摘要

Neuroimmunologie Non-modified human immunoglobulins (IgG) are standard of care for replacement therapy with primary (inherited) immunodeficiencies, and secondary immunodeficiencies due to multiple myeloma (MM) or chronic lymphocytic leukemia (CLL). Further, they have effectively been used as immunomodulation in neurological autoimmune diseases such as Guillain-Barr, syndrome (GBS), chronic inflammatory demyelinating polyneuropathy (CIDP), and multifocal motor neuropathy (MMN). A variety of IgG preparations for intravenous and subcutaneous use are available. In view of the broad range of indications, data on the utilization of the IgG preparations in everyday clinical care are of high clinical interest. Furthermore, data on the outcomes of IgG therapy outside the setting of controlled clinical trials are needed.

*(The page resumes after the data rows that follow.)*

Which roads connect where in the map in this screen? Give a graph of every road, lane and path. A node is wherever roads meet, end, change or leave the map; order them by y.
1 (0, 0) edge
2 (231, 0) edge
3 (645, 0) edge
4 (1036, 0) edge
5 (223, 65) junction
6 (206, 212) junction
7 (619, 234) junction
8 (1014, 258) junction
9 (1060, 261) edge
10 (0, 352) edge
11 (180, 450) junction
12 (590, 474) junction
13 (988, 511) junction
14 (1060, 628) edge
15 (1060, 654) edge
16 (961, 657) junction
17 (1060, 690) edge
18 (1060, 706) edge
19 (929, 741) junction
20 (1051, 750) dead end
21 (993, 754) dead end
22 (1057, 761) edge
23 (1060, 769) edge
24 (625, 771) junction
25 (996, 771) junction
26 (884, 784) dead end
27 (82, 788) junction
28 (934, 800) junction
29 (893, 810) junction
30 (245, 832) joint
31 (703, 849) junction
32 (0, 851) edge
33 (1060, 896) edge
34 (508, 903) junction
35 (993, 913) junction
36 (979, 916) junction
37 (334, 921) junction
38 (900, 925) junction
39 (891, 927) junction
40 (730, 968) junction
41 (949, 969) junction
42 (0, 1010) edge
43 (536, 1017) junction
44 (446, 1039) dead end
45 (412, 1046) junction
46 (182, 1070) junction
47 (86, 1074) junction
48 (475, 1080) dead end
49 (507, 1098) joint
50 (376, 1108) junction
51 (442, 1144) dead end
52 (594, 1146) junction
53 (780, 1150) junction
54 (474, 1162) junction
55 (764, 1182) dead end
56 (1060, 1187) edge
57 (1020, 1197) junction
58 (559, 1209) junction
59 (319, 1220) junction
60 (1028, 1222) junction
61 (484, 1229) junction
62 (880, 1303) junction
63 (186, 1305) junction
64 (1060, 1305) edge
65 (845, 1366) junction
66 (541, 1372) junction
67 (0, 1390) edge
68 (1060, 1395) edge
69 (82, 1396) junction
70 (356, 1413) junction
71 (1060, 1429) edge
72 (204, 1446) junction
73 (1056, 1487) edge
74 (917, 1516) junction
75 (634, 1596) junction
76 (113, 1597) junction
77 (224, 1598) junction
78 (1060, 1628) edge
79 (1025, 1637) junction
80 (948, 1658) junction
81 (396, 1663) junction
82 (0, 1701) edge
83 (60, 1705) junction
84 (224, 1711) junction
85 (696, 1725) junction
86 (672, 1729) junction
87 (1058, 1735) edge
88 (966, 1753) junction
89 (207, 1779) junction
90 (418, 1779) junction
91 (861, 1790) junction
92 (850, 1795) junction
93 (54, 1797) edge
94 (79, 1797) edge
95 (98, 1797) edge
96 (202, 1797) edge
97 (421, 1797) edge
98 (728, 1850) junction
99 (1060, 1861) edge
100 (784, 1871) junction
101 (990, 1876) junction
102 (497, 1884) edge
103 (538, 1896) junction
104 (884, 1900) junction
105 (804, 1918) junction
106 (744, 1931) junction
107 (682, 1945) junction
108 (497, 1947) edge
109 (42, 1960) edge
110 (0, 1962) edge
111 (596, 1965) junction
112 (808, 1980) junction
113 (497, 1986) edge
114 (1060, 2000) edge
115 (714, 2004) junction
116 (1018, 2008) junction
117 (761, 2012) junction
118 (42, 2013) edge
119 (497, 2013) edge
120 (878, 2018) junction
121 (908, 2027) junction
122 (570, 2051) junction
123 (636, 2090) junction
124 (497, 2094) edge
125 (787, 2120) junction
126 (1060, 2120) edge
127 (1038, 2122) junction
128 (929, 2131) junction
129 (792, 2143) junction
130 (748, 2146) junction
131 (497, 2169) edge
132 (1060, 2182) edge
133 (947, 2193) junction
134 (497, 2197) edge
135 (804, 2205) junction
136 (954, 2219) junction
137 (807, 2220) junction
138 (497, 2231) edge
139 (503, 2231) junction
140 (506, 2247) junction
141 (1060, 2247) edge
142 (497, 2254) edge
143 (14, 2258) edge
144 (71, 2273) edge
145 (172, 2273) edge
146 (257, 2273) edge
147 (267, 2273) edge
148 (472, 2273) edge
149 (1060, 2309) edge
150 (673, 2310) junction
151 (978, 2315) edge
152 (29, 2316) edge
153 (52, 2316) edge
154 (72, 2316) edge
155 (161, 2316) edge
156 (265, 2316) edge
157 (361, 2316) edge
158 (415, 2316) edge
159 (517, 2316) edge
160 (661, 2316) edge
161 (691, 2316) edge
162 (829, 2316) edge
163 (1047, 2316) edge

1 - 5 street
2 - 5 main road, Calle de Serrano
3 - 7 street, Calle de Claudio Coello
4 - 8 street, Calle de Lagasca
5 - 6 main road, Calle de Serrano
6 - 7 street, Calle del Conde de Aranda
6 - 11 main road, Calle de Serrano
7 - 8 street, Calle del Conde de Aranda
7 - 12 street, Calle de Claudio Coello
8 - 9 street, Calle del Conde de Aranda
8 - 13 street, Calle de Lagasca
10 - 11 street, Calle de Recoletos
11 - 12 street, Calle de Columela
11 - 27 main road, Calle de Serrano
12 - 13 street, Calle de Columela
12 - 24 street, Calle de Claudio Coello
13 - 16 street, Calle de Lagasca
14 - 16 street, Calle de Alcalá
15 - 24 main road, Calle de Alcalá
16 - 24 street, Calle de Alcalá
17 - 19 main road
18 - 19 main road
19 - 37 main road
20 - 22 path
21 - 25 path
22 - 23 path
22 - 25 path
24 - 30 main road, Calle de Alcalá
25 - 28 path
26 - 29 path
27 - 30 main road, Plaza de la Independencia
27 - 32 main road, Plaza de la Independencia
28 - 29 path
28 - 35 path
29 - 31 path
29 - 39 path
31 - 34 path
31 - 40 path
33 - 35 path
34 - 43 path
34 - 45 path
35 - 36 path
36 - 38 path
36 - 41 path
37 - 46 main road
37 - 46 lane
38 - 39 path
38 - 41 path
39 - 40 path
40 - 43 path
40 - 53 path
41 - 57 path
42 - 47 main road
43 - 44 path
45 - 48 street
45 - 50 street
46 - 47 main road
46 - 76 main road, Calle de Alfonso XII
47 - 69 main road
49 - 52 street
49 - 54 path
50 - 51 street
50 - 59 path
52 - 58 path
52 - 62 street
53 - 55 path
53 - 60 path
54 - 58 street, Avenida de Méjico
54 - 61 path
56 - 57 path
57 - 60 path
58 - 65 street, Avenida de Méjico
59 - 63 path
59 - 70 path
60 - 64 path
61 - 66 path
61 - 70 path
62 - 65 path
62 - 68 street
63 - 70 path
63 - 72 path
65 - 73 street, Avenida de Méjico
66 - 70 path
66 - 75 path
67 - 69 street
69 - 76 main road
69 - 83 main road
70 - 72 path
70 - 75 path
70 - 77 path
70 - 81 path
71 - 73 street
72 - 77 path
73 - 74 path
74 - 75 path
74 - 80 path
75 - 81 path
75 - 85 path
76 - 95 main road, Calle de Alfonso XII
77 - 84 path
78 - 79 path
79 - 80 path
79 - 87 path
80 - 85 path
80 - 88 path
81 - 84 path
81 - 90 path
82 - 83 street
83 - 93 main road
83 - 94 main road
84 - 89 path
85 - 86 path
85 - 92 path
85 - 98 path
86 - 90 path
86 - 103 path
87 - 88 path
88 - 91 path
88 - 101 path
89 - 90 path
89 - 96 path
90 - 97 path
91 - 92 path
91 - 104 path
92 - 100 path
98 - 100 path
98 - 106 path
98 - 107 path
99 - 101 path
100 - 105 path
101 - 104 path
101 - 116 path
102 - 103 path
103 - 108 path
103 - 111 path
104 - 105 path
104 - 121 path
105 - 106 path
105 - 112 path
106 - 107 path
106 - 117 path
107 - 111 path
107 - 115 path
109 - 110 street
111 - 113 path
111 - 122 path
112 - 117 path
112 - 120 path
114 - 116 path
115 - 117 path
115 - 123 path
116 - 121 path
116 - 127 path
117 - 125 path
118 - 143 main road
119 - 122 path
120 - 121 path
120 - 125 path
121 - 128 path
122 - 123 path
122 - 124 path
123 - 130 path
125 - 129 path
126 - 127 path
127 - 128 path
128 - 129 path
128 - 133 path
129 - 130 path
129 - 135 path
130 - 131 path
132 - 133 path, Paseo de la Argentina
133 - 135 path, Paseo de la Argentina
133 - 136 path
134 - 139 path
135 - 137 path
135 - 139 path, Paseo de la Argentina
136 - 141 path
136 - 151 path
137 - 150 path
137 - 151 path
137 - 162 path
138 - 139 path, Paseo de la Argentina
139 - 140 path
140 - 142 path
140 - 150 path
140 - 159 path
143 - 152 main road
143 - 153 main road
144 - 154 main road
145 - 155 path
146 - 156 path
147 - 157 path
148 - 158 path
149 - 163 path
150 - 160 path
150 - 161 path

Therefore, the SIGNS study (Assessment of Immunoglobulins in a Long-Term Non-Interventional Study) was set up as a non-interventional prospective open-label cohort study and was approved by the ethics committee. Led by an interdisciplinary steering board, hospital- and office-based investigators in 30-40 centers throughout Germany (neurologists, pediatricians, oncologists, other) will document approximately 300 patients, and will follow them for at least 2 years. Patients of both genders and any age are eligible if they have received, or are scheduled for, IgG therapy for primary or severe secondary immunodeficiency or neurological autoimmune diseases, and have provided written informed consent. No exclusion criteria have been defined in order to minimize selection bias. Long-term outcome data will be collected on patient characteristics in the various indications, drug utilization (e.g., treatment and dosing patterns), effectiveness (i.e., number of infections), tolerability, health-related quality of life, and economic variables (number of hospitalizations, sick-leave days, etc.) with the possibility to estimate direct costs. For the neurological autoimmune diseases, detailed data will be gathered, among others, on neurological function, muscular function, physical grip strength, INCAT disability scale, etc.) and stabilization or progression of symptoms over time. Data collection in SIGNS is performed using a secure internet site and an MySQL database. A number of quality measures are routinely performed including automated plausibility checks at data entry, queries, and on-site monitoring with source data verification. It is expected that SIGNS will contribute to optimization of therapy in this diverse patient population.